***** The input *****

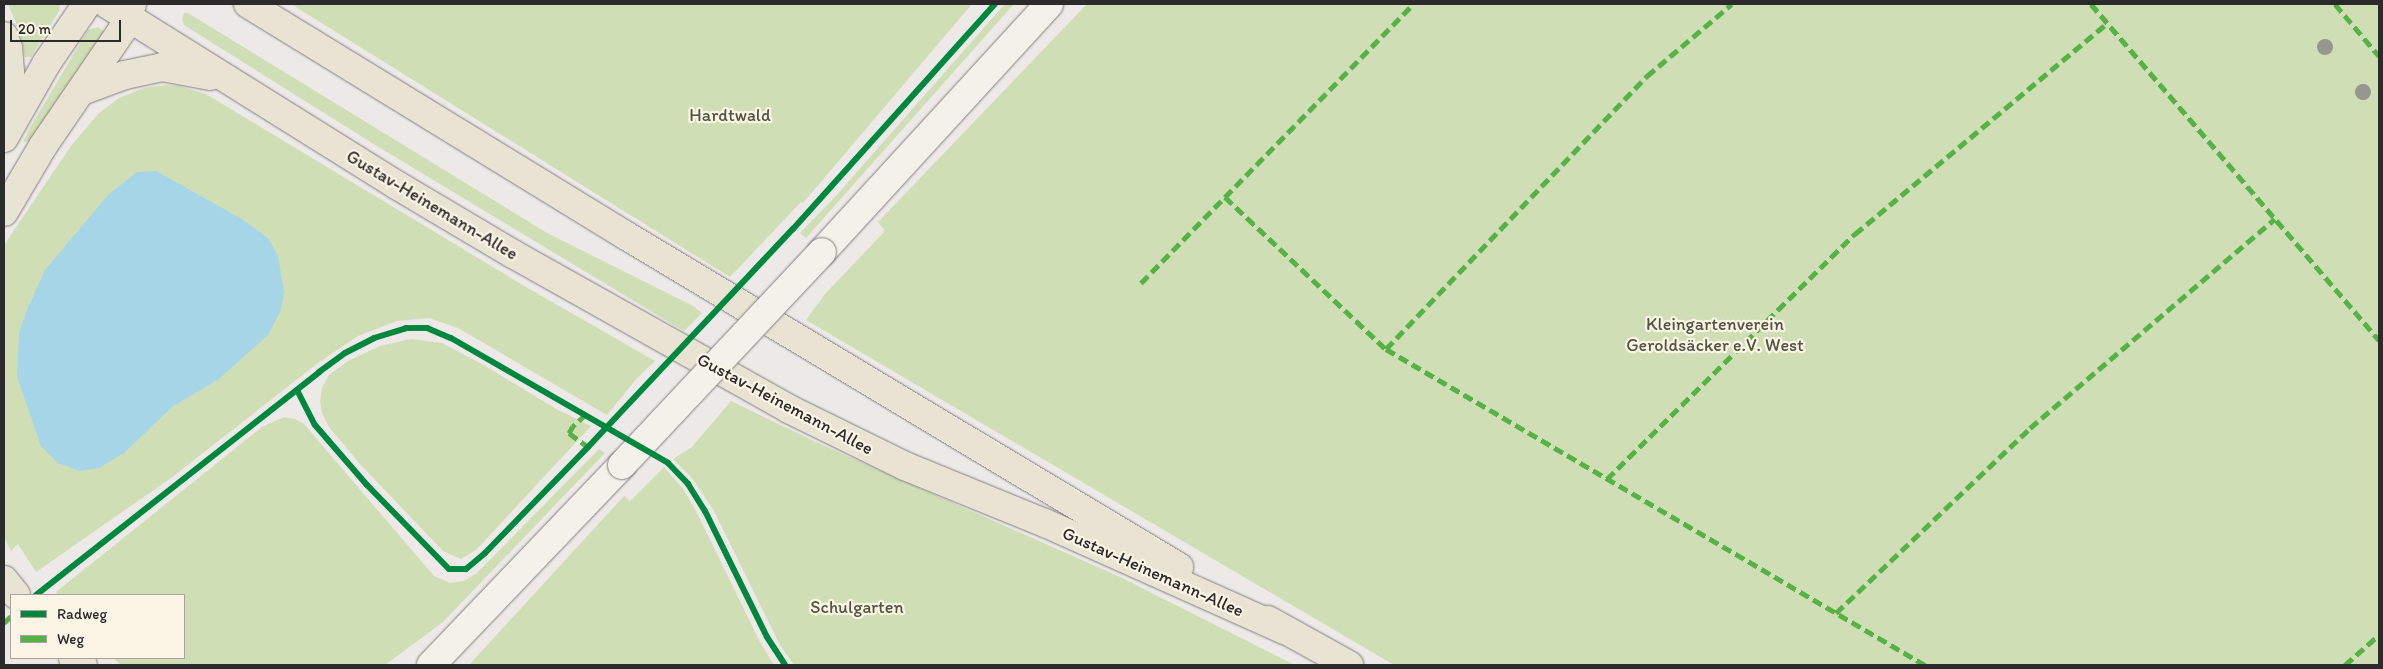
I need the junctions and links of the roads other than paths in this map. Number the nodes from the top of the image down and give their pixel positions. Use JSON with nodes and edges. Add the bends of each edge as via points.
{"nodes":[{"id":1,"x":87,"y":4,"type":"edge"},
{"id":2,"x":248,"y":4,"type":"edge"},
{"id":3,"x":1049,"y":4,"type":"edge"},
{"id":4,"x":122,"y":8,"type":"edge"},
{"id":5,"x":4,"y":36,"type":"edge"},
{"id":6,"x":232,"y":81,"type":"junction"},
{"id":7,"x":82,"y":91,"type":"junction"},
{"id":8,"x":7,"y":132,"type":"edge"},
{"id":9,"x":4,"y":212,"type":"edge"},
{"id":10,"x":4,"y":580,"type":"edge"},
{"id":11,"x":15,"y":594,"type":"edge"},
{"id":12,"x":1284,"y":630,"type":"junction"},
{"id":13,"x":431,"y":665,"type":"edge"},
{"id":14,"x":1349,"y":665,"type":"edge"}],
"edges":[{"from":1,"to":8,"type":"main road","via":[[46,64]]},
{"from":2,"to":12,"type":"main road","name":"Gustav-Heinemann-Allee"},
{"from":3,"to":13,"type":"street","bridge":true,"via":[[822,252]]},
{"from":4,"to":6,"type":"main road","name":"Gustav-Heinemann-Allee"},
{"from":4,"to":7,"type":"main road","via":[[122,30]]},
{"from":5,"to":8,"type":"main road","via":[[10,82]]},
{"from":6,"to":7,"type":"main road","via":[[162,67],[125,75]]},
{"from":6,"to":12,"type":"main road","name":"Gustav-Heinemann-Allee","via":[[505,249],[789,409],[905,466],[1044,523]]},
{"from":7,"to":9,"type":"main road","via":[[43,146]]},
{"from":10,"to":11,"type":"main road"},
{"from":12,"to":14,"type":"main road","name":"Gustav-Heinemann-Allee"}]}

*****

Search the entries for the word "name" and gather every line where it appears.

◆ **Response for this exercise**
{"from":2,"to":12,"type":"main road","name":"Gustav-Heinemann-Allee"},
{"from":4,"to":6,"type":"main road","name":"Gustav-Heinemann-Allee"},
{"from":6,"to":12,"type":"main road","name":"Gustav-Heinemann-Allee","via":[[505,249],[789,409],[905,466],[1044,523]]},
{"from":12,"to":14,"type":"main road","name":"Gustav-Heinemann-Allee"}]}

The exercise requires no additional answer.